That all being said, it’s very hard to believe somebody smart enough to do what he’s been doing for years, right under Curtis’s nose, is dumb enough not to smell a rat when Curtis abruptly says he wants Mark to come along on a business trip with him.  He decides he’s done his bit for the environment, for his friends, and now it’s time to focus on his career.  His career is about to take an unexpected turn.

He was in the cabin only a minute or two, laying out his possessions on the top bunk, deciding he’d sleep on the lower, when there was a sharp rap at the door. Expecting Curtis, he crossed to pull the door open, and the man from that day in Curtis’s office shouldered in, shoving the door out of the way, punching Mark very hard in the stomach.

Reeling, doubled over, bile in his throat, Mark felt panic and blank astonishment. The man he’d delivered the money for, the one who’d been following Jerry and Luther, who’d done something to Jerry, was here! In this room, shutting the door behind himself. And when Mark stared upward at him, mouth strained open, air all shoved out of him, the man punched him in the face.

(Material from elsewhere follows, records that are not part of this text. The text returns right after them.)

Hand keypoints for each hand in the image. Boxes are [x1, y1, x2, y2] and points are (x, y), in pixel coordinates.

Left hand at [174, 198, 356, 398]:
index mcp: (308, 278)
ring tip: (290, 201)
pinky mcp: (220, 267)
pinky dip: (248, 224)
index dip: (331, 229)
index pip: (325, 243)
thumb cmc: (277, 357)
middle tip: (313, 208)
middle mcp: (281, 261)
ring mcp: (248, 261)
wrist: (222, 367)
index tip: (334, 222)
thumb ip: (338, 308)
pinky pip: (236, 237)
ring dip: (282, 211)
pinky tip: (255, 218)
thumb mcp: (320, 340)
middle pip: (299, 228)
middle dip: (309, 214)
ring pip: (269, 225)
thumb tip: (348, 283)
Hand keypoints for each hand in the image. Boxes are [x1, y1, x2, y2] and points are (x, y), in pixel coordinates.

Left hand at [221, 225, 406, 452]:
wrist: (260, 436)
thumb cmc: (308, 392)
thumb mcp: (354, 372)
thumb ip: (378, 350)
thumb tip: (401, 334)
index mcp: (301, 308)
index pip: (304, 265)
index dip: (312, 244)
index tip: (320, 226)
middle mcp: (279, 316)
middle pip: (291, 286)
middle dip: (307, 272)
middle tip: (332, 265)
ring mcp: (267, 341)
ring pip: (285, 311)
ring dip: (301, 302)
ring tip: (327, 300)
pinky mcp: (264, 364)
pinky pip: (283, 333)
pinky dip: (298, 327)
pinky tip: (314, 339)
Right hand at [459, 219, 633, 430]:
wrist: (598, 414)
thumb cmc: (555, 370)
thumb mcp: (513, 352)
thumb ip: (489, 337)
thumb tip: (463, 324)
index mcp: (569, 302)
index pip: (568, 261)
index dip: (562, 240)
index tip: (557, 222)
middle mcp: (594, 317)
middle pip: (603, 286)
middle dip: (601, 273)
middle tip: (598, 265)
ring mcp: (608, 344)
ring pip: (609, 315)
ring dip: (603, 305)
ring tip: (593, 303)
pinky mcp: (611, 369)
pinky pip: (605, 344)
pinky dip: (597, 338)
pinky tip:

Oh, Luther, tell them! Tell the police, force me to change my mind, convince me, make me stay in Singapore and tell the police what I know, make me stay, anywhere but here! Luther, let me not be here!

(Mind you, I’m not saying that there aren’t people that smart/stupid in this world.  Thinking they can play both sides, leaking things to the press, let’s say, while still defending their master in public, collecting their paychecks, padding their résumés, praying there isn’t a Colin Bennett in their future, or just assuming nothing like that could ever happen to them, that’s just in stories.  And history books.  I’m just saying Mark needed a bit more fleshing out for this twist to work.  I don’t know if he got it in the original manuscript, but he doesn’t here.)

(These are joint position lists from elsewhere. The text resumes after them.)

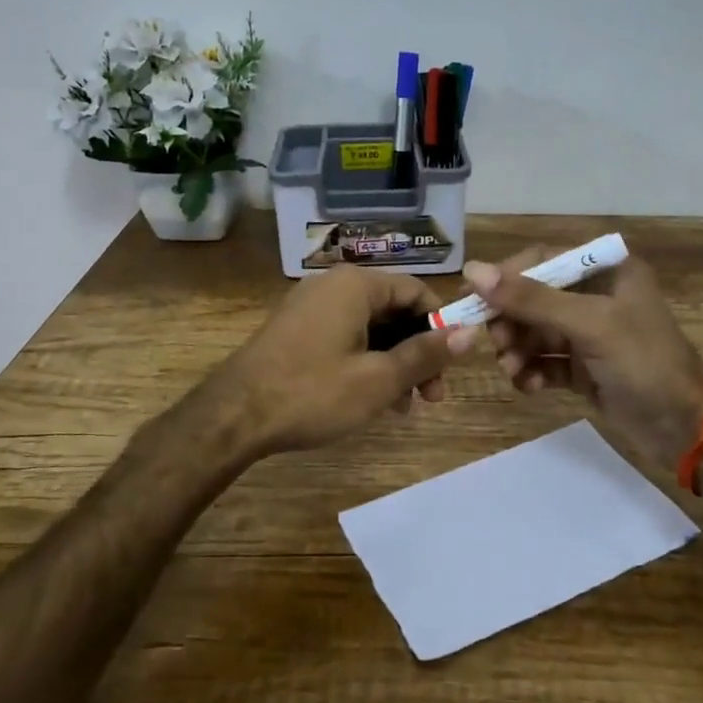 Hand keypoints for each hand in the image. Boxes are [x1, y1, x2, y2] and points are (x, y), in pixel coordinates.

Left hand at [207, 266, 477, 457]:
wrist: (233, 417)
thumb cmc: (312, 393)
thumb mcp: (378, 379)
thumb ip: (426, 354)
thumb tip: (470, 333)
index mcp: (355, 285)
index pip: (416, 290)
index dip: (440, 324)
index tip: (451, 364)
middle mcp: (332, 286)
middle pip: (393, 310)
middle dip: (417, 351)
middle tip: (432, 396)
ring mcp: (310, 308)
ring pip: (369, 328)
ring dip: (394, 362)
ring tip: (404, 407)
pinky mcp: (295, 331)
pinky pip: (344, 337)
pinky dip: (365, 363)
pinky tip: (373, 401)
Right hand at [462, 249, 702, 465]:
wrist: (687, 428)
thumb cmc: (644, 363)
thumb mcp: (589, 324)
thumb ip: (531, 299)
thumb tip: (472, 271)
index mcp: (606, 271)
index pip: (542, 259)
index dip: (505, 277)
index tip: (470, 297)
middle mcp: (595, 296)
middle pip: (533, 297)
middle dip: (510, 320)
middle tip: (495, 342)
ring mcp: (589, 334)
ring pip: (535, 332)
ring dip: (517, 349)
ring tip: (512, 370)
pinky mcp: (583, 368)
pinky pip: (544, 361)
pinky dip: (532, 372)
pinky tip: (529, 386) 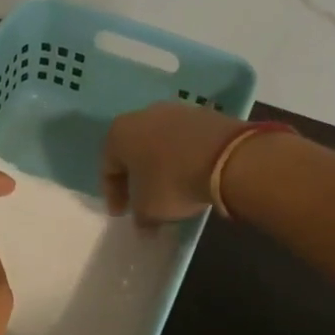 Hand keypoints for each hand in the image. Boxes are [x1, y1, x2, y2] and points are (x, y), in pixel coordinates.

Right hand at [102, 102, 243, 221]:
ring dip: (161, 166)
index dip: (112, 195)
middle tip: (142, 200)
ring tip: (170, 189)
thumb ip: (140, 216)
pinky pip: (184, 141)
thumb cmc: (172, 182)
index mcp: (119, 134)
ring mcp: (176, 111)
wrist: (226, 158)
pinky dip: (183, 158)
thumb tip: (144, 223)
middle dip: (136, 177)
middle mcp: (143, 115)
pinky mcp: (204, 115)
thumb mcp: (148, 209)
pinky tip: (192, 175)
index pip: (108, 168)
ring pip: (159, 144)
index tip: (122, 214)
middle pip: (133, 152) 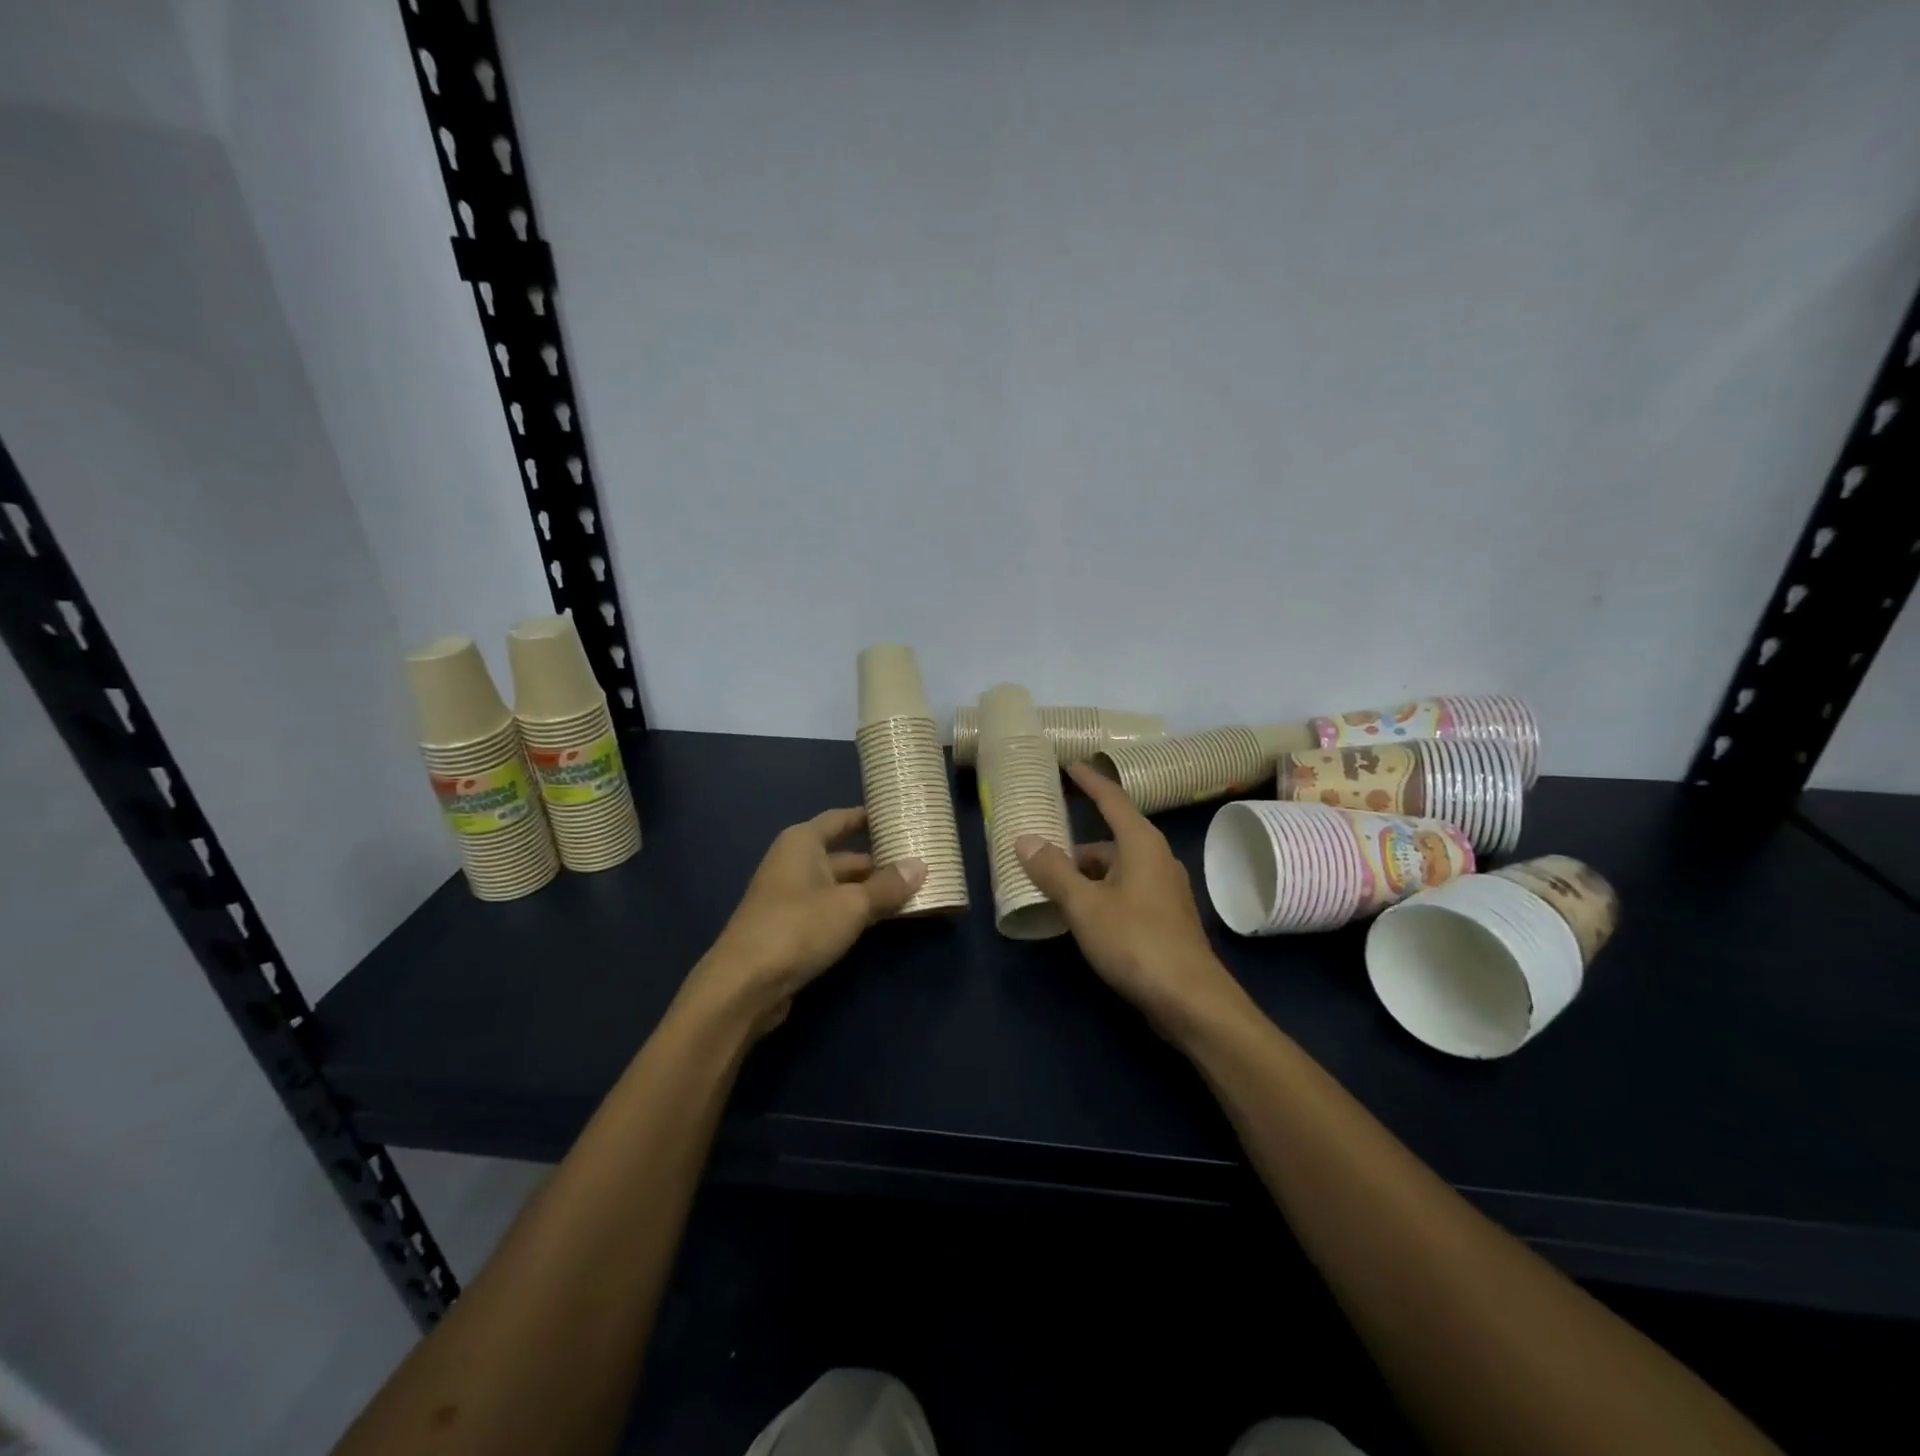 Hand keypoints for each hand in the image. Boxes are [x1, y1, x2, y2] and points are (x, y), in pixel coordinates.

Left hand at [683, 808, 924, 1038]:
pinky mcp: (792, 929)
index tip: (897, 817)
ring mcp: (791, 898)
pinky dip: (855, 912)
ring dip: (870, 890)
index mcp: (802, 843)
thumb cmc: (798, 927)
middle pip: (843, 856)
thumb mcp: (852, 905)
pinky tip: (882, 919)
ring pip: (839, 886)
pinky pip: (831, 910)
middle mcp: (794, 863)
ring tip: (911, 891)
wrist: (745, 984)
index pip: (840, 819)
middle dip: (878, 861)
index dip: (867, 817)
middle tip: (919, 862)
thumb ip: (887, 886)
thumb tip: (920, 866)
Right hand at [1018, 763, 1246, 1043]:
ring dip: (1087, 873)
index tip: (1069, 764)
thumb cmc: (1136, 941)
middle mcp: (1157, 859)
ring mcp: (1165, 890)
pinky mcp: (1166, 918)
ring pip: (1118, 868)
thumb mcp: (1084, 905)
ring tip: (1054, 886)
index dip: (1089, 780)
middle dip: (1077, 843)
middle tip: (1043, 847)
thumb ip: (1053, 871)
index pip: (1111, 799)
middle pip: (1112, 837)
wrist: (1191, 1000)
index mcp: (1141, 844)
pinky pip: (1126, 890)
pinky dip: (1102, 893)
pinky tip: (1082, 914)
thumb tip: (1025, 839)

Bennett takes Mark to Curtis, who casually remarks that since Mark’s spying cost him some time, he surely wouldn’t mind helping to make up for that by doing a bit of honest labor.  Every time Mark objects, Bennett hits him.  Hard.  He stops objecting.

What follows, once they get him into the tunnels, is a subterranean hellscape, rather like the one experienced by Rolf Malone in Anarchaos, after he was sold as a slave and sent to be worked to death in a mine.  He is beaten mercilessly, fed minimally, allowed little rest, and in no time at all the man he was before crumbles away to nothing, his will broken.  He doesn’t even known if it’s day or night up above.  Well, that’s one way to learn how the other half lives.

What our heroes have to learn is which construction site–out of dozens now active in Hong Kong–is being used to infiltrate the tunnels.  It would take too long to find out which is a dummy corporation.   They’re so dug in now that searching the known tunnels for subtle alterations would likewise take too long.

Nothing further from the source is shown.